Ohtuvayre denied for missing prior authorization by Aetna?
If the original prescription wasn't run through prior auth, the path is to submit a PA now with a medical-necessity letter — many plans then back-date approval to the date of service.
US health-plan appeal rights
Cite: Most US health plans have appeal rights under either the ACA, ERISA, or Medicare/Medicaid rules
Most US health plans are required by federal law to give you both an internal appeal (where the insurer reconsiders) and an external review (where an independent reviewer decides). The exact timelines and processes depend on what kind of plan you have — marketplace / employer group, self-funded, Medicare Advantage, or Medicaid MCO — but in every case there's a window after the denial during which you have the right to fight it.
What Aetna typically requires
Aetna's specific coverage criteria for ohtuvayre are defined in its own published medical/coverage policy and the FDA-approved prescribing label. A successful appeal documents that your medical records satisfy each criterion those sources list — confirmed diagnosis, any required prior treatments (with dates and outcomes), and clinical severity. If the exact criteria weren't included with your denial, request them in writing; your appeal then maps each requirement to the matching fact in your chart.
The Aetna angle on Ohtuvayre
## Why Aetna Requires Prior Authorization for Ohtuvayre
Ohtuvayre (ensifentrine) is a newer inhaled COPD maintenance therapy, and like most specialty or brand-only medications, Aetna's formulary requires prior authorization (PA) before the plan will cover it. A PA-required denial does not mean your claim has been reviewed and found unjustified — it means the claim was submitted without the insurer first reviewing and approving coverage. This type of denial is resolved by initiating (or re-submitting) the PA process with complete supporting documentation.
## Why This Denial Is Appealable — and How PA Fits In
If a PA was submitted and denied on clinical grounds, that denial is a coverage determination subject to full appeal rights:
- Internal appeal (ERISA §503 / ACA §2719): You or your provider may appeal a denied PA. The plan must provide a full-and-fair review within regulated timelines.
- External review (ACA §2719): After internal exhaustion, or after 4 months from the denial date, you may request Independent Review Organization (IRO) review. The IRO decision is binding on the plan.

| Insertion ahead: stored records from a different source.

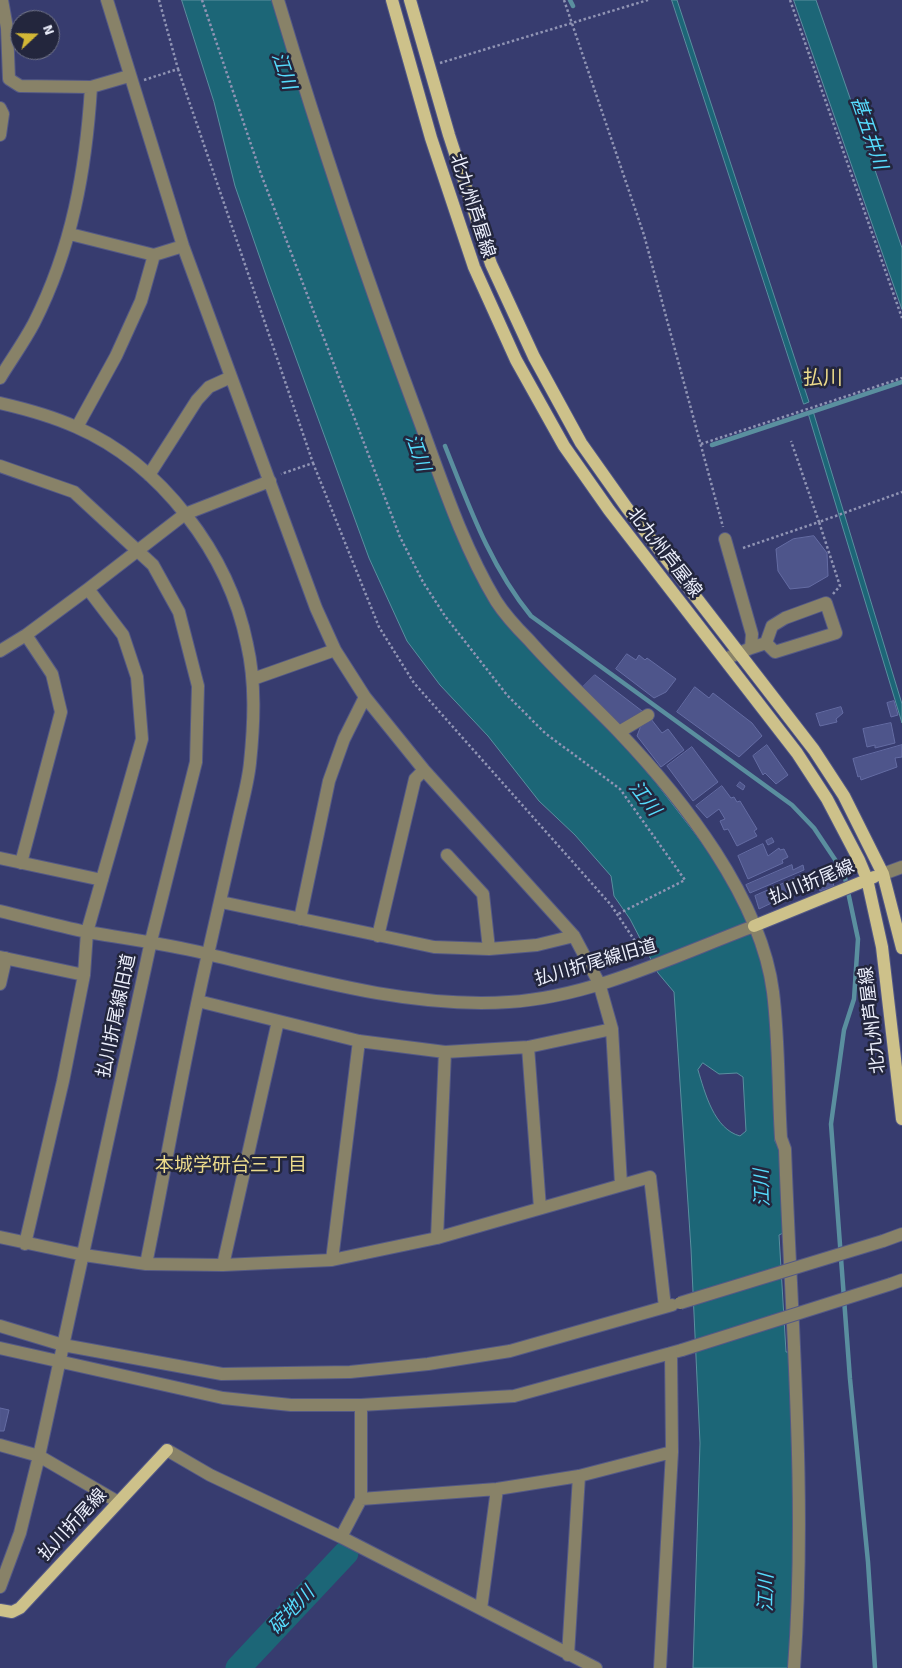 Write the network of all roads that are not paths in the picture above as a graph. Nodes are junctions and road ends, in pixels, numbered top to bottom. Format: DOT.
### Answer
graph roads {
  1 [pos="2,0"];
  2 [pos="106,0"];
  3 [pos="278,0"];
  4 [pos="392,0"];
  5 [pos="410,0"];
  6 [pos="129,76"];
  7 [pos="91,87"];
  8 [pos="0,108"];
  9 [pos="0,135"];
  10 [pos="70,234"];
  11 [pos="183,246"];
  12 [pos="154,256"];
  13 [pos="231,377"];
  14 [pos="0,378"];
  15 [pos="0,403"];
  16 [pos="77,427"];
  17 [pos="0,466"];
  18 [pos="149,475"];
  19 [pos="269,479"];
  20 [pos="185,514"];
  21 [pos="726,539"];
  22 [pos="138,551"];
  23 [pos="88,589"];
  24 [pos="26,635"];
  25 [pos="766,643"];
  26 [pos="335,650"];
  27 [pos="746,650"];
  28 [pos="0,651"];
  29 [pos="725,659"];
  30 [pos="253,679"];
  31 [pos="365,697"];
  32 [pos="648,715"];
  33 [pos="619,732"];
  34 [pos="424,770"];
  35 [pos="447,855"];
  36 [pos="0,858"];
  37 [pos="21,862"];
  38 [pos="902,867"];
  39 [pos="883,874"];
  40 [pos="867,879"];
  41 [pos="102,880"];
  42 [pos="221,902"];
  43 [pos="0,911"];
  44 [pos="300,919"];
  45 [pos="751,927"];
  46 [pos="87,932"];
  47 [pos="378,936"];
  48 [pos="574,936"];
  49 [pos="151,941"];
  50 [pos="902,948"];
  51 [pos="489,949"];
  52 [pos="208,954"];
  53 [pos="3,958"];
  54 [pos="84,975"];
  55 [pos="599,983"];
  56 [pos="0,984"];
  57 [pos="198,1001"];
  58 [pos="278,1020"];
  59 [pos="612,1029"];
  60 [pos="359,1041"];
  61 [pos="528,1046"];
  62 [pos="445,1052"];
  63 [pos="902,1119"];
  64 [pos="621,1184"];
  65 [pos="540,1208"];
  66 [pos="902,1234"];
  67 [pos="0,1238"];
  68 [pos="437,1238"];
  69 [pos="26,1244"];
  70 [pos="84,1256"];
  71 [pos="332,1260"];
  72 [pos="146,1264"];
  73 [pos="224,1265"];
  74 [pos="896,1282"];
  75 [pos="665,1308"];
  76 [pos="0,1326"];
  77 [pos="63,1345"];
  78 [pos="0,1348"];
  79 [pos="676,1351"];
  80 [pos="59,1363"];
  81 [pos="361,1405"];
  82 [pos="0,1444"];
  83 [pos="168,1450"];
  84 [pos="672,1452"];
  85 [pos="39,1456"];
  86 [pos="579,1476"];
  87 [pos="497,1489"];
  88 [pos="361,1499"];
  89 [pos="118,1502"];
  90 [pos="341,1537"];
  91 [pos="0,1586"];
  92 [pos="481,1609"];
  93 [pos="0,1610"];
  94 [pos="568,1655"];
  95 [pos="596,1668"];
  96 [pos="660,1668"];
  97 [pos="794,1668"];
  1 -- 7 [label="street"];
  2 -- 6 [label="street"];
  3 -- 33 [label="street"];
  4 -- 29 [label="main road, 北九州芦屋線"];
  5 -- 27 [label="main road, 北九州芦屋線"];
  6 -- 7 [label="street"];
  6 -- 11 [label="street"];
  7 -- 10 [label="street"];
  8 -- 9 [label="street"];
  10 -- 12 [label="street"];
  10 -- 14 [label="street"];
  11 -- 12 [label="street"];
  11 -- 13 [label="street"];
  12 -- 16 [label="street"];
  13 -- 18 [label="street"];
  13 -- 19 [label="street"];
  15 -- 16 [label="street"];
  16 -- 18 [label="street"];
  17 -- 22 [label="street"];
  18 -- 20 [label="street"];
  19 -- 20 [label="street"];
  19 -- 26 [label="street"];
  20 -- 22 [label="street"];
  20 -- 30 [label="street"];
  21 -- 27 [label="street"];
  22 -- 23 [label="street"];
  22 -- 49 [label="street"];
  23 -- 24 [label="street"];
  23 -- 41 [label="street"];
  24 -- 28 [label="street"];
  24 -- 37 [label="street"];
  25 -- 25 [label="street"];
  25 -- 27 [label="street"];
  26 -- 30 [label="street"];
  26 -- 31 [label="street"];
  27 -- 29 [label="street"];
  27 -- 39 [label="main road, 北九州芦屋線"];
  29 -- 40 [label="main road, 北九州芦屋線"];
  30 -- 42 [label="street"];
  31 -- 34 [label="street"];
  31 -- 44 [label="street"];
  32 -- 33 [label="street"];
  33 -- 45 [label="street"];
  34 -- 47 [label="street"];
  34 -- 48 [label="street"];
  35 -- 51 [label="street"];
  36 -- 37 [label="street"];
  37 -- 41 [label="street"];
  38 -- 39 [label="street"];
  39 -- 40 [label="main road, 払川折尾線"];
  39 -- 50 [label="main road, 北九州芦屋線"];
  40 -- 45 [label="main road, 払川折尾線"];
  40 -- 63 [label="main road, 北九州芦屋線"];
  41 -- 46 [label="street"];
  42 -- 44 [label="street"];
  42 -- 52 [label="street"];
  43 -- 46 [label="street"];
  44 -- 47 [label="street"];
  45 -- 55 [label="street, 払川折尾線旧道"];
  45 -- 97 [label="street"];
  46 -- 49 [label="street"];
  46 -- 54 [label="street"];
  47 -- 51 [label="street"];
  48 -- 51 [label="street"];
  48 -- 55 [label="street"];
  49 -- 52 [label="street, 払川折尾線旧道"];
  49 -- 70 [label="street, 払川折尾線旧道"];
  52 -- 55 [label="street, 払川折尾線旧道"];
  52 -- 57 [label="street"];
  53 -- 54 [label="street"];
  53 -- 56 [label="street"];
  54 -- 69 [label="street"];
  55 -- 59 [label="street"];
  57 -- 58 [label="street"];
  57 -- 72 [label="street"];
  58 -- 60 [label="street"];
  58 -- 73 [label="street"];
  59 -- 61 [label="street"];
  59 -- 64 [label="street"];
  60 -- 62 [label="street"];
  60 -- 71 [label="street"];
  61 -- 62 [label="street"];
  61 -- 65 [label="street"];
  62 -- 68 [label="street"];
  64 -- 65 [label="street"];
  64 -- 75 [label="street"];
  65 -- 68 [label="street"];
  66 -- 75 [label="street, bridge"];
  67 -- 69 [label="street"];
  68 -- 71 [label="street"];
  69 -- 70 [label="street"];
  70 -- 72 [label="street"];
  70 -- 77 [label="street, 払川折尾線旧道"];
  71 -- 73 [label="street"];
  72 -- 73 [label="street"];
  74 -- 79 [label="street, bridge"];
  75 -- 77 [label="street"];
  76 -- 77 [label="street"];
  77 -- 80 [label="street, 払川折尾線旧道"];
  78 -- 80 [label="street"];
  79 -- 81 [label="street"];
  79 -- 84 [label="street"];
  80 -- 81 [label="street"];
  80 -- 85 [label="street, 払川折尾線旧道"];
  81 -- 88 [label="street"];
  82 -- 85 [label="street"];
  83 -- 89 [label="main road, 払川折尾線"];
  83 -- 90 [label="street"];
  84 -- 86 [label="street"];
  84 -- 96 [label="street"];
  85 -- 89 [label="street"];
  85 -- 91 [label="street, 払川折尾線旧道"];
  86 -- 87 [label="street"];
  86 -- 94 [label="street"];
  87 -- 88 [label="street"];
  87 -- 92 [label="street"];
  88 -- 90 [label="street"];
  89 -- 93 [label="main road, 払川折尾線"];
  90 -- 92 [label="street"];
  92 -- 94 [label="street"];
  94 -- 95 [label="street"];
}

- Expedited review: If standard timelines would seriously jeopardize your health, request expedited PA and expedited appeal simultaneously. Expedited PA decisions are typically required within 72 hours.

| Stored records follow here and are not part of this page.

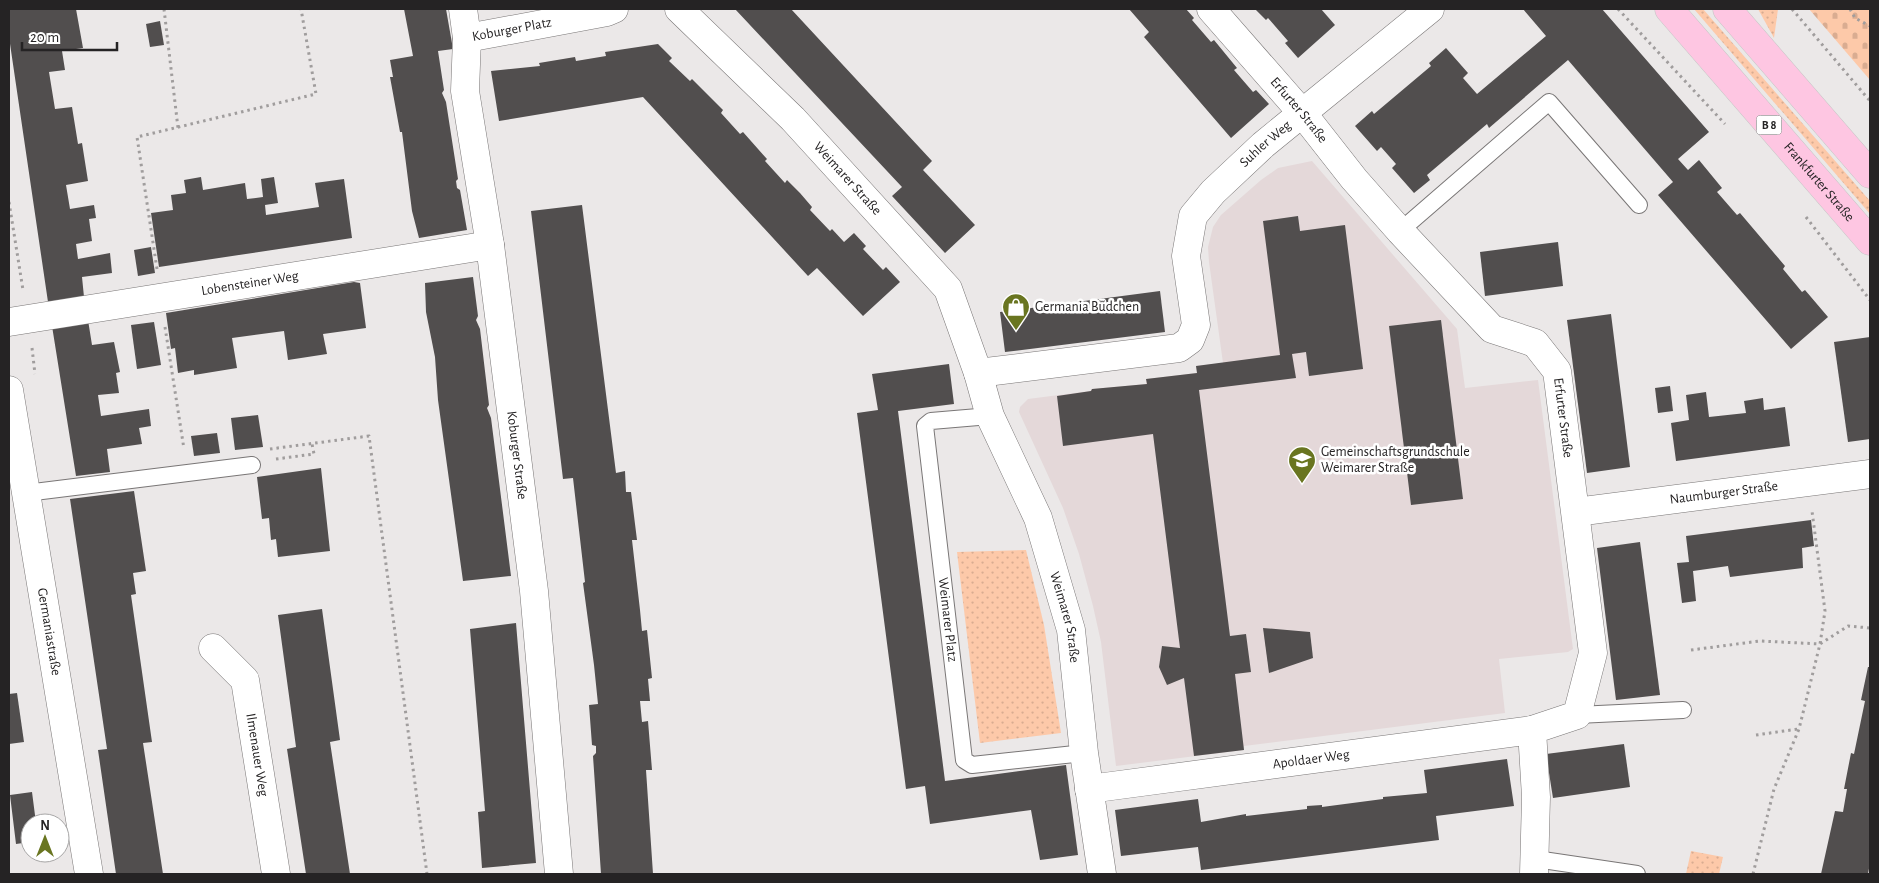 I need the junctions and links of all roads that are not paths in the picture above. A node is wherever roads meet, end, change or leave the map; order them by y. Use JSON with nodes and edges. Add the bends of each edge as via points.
{"nodes":[{"id":1,"x":462,"y":9,"type":"edge"},
{"id":2,"x":614,"y":9,"type":"edge"},
{"id":3,"x":679,"y":9,"type":"edge"},
{"id":4,"x":1211,"y":9,"type":"edge"},
{"id":5,"x":1430,"y":9,"type":"edge"},
{"id":6,"x":1669,"y":9,"type":"edge"},
{"id":7,"x":1727,"y":9,"type":"edge"},
{"id":8,"x":467,"y":38,"type":"junction"},
{"id":9,"x":1303,"y":114,"type":"junction"},
{"id":10,"x":1870,"y":174,"type":"edge"},
{"id":11,"x":1639,"y":205,"type":"dead end"},
{"id":12,"x":1400,"y":231,"type":"junction"},
{"id":13,"x":1870,"y":241,"type":"edge"},
{"id":14,"x":490,"y":245,"type":"junction"},
{"id":15,"x":9,"y":322,"type":"edge"},
{"id":16,"x":978,"y":373,"type":"junction"},
{"id":17,"x":9,"y":390,"type":"edge"},
{"id":18,"x":990,"y":416,"type":"junction"},
{"id":19,"x":252,"y":465,"type":"road end"},
{"id":20,"x":1870,"y":474,"type":"edge"},
{"id":21,"x":26,"y":492,"type":"junction"},
{"id":22,"x":1576,"y":512,"type":"junction"},
{"id":23,"x":213,"y":648,"type":"dead end"},
{"id":24,"x":1683,"y":710,"type":"dead end"},
{"id":25,"x":1577,"y":715,"type":"junction"},
{"id":26,"x":1532,"y":730,"type":"junction"},
{"id":27,"x":1084,"y":753,"type":"junction"},
{"id":28,"x":1089,"y":789,"type":"junction"},
{"id":29,"x":1535,"y":867,"type":"edge"},
{"id":30,"x":89,"y":874,"type":"edge"},
{"id":31,"x":276,"y":874,"type":"edge"},
{"id":32,"x":559,"y":874,"type":"edge"},
{"id":33,"x":1102,"y":874,"type":"edge"},
{"id":34,"x":1637,"y":874,"type":"edge"}],
"edges":[{"from":1,"to":8,"type":"street","name":"Koburger Platz"},
{"from":2,"to":8,"type":"street","name":"Koburger Platz"},
{"from":3,"to":16,"type":"street","name":"Weimarer Straße","via":[[793,119],[948,289]]},
{"from":4,"to":9,"type":"street","name":"Erfurter Straße"},
{"from":5,"to":9,"type":"street","name":"Suhler Weg"},
{"from":6,"to":13,"type":"main road","name":"Frankfurter Straße","number":"B 8"},
{"from":7,"to":10,"type":"main road"},
{"from":8,"to":14,"type":"street","name":"Koburger Straße","via":[[465,91]]},
{"from":9,"to":12,"type":"street","name":"Erfurter Straße"},
{"from":9,"to":16,"type":"street","name":"Suhler Weg","via":[[1213,192],[1193,216],[1186,256],[1196,325],[1190,340],[1179,348]]},
{"from":11,"to":12,"type":"lane","via":[[1549,102]]},
{"from":12,"to":22,"type":"street","name":"Erfurter Straße","via":[[1492,329],[1535,343],[1557,370]]},
{"from":14,"to":15,"type":"street","name":"Lobensteiner Weg"},
{"from":14,"to":32,"type":"street","name":"Koburger Straße","via":[[534,591]]},
{"from":16,"to":18,"type":"street","name":"Weimarer Straße"},
{"from":17,"to":21,"type":"street","name":"Germaniastraße"},
{"from":18,"to":27,"type":"street","name":"Weimarer Straße","via":[[1038,518],[1071,630]]},
{"from":18,"to":27,"type":"lane","name":"Weimarer Platz","via":[[930,421],[925,426],[964,760],[972,765]]},
{"from":19,"to":21,"type":"lane"},
{"from":20,"to":22,"type":"street","name":"Naumburger Straße"},
{"from":21,"to":30,"type":"street","name":"Germaniastraße"},
{"from":22,"to":25,"type":"street","name":"Erfurter Straße","via":[[1592,653]]},
{"from":23,"to":31,"type":"street","name":"Ilmenauer Weg","via":[[245,680]]},
{"from":24,"to":25,"type":"lane"},
{"from":25,"to":26,"type":"street"},
{"from":26,"to":28,"type":"street","name":"Apoldaer Weg"},
{"from":26,"to":29,"type":"street","via":[[1536,797]]},
{"from":27,"to":28,"type":"street","name":"Weimarer Straße"},
{"from":28,"to":33,"type":"street","name":"Weimarer Straße"},
{"from":29,"to":34,"type":"lane"}]}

If the PA was never submitted, the fix is administrative: your prescriber's office initiates the PA. If the PA was submitted but denied, the fix is a clinical appeal.
## Documentation to Gather for the PA or PA Appeal
1. COPD diagnosis documentation: Spirometry results and clinical notes confirming diagnosis and disease severity classification. 2. Current medication list and treatment history: A dated, annotated list of all COPD therapies tried, with start/stop dates and reason for change or discontinuation. 3. Symptom burden documentation: Chart notes showing persistent symptoms or exacerbations despite current therapy. 4. Prescriber medical-necessity letter: A letter explaining why Ohtuvayre is medically necessary for this patient and why covered alternatives are not clinically equivalent. 5. Aetna's PA criteria: Download Aetna's current Clinical Policy Bulletin for Ohtuvayre and confirm your prescriber's letter addresses every listed criterion explicitly.
## Criteria-Mapping Structure
Obtain the exact PA criteria from Aetna's Clinical Policy Bulletin (aetna.com, search "Clinical Policy Bulletins"). Create a two-column table: left column lists each PA criterion verbatim; right column provides the specific chart fact, date, and document that satisfies it. Submit this table with the PA request or appeal.
## Next Step
Have your prescriber's office call Aetna's PA line (number on the back of your insurance card) to confirm the correct PA form, fax number, and turnaround time. If the PA was previously denied, request the denial reason in writing and the full clinical review notes before drafting the appeal.
Next steps
- Find the date on the denial letter — your appeal window starts there.
- Read your plan's Summary of Benefits and Coverage (SBC) for the specific deadlines.
- Request the insurer's claim file in writing — they must provide it.
- Submit your appeal in writing with new clinical evidence and a physician statement.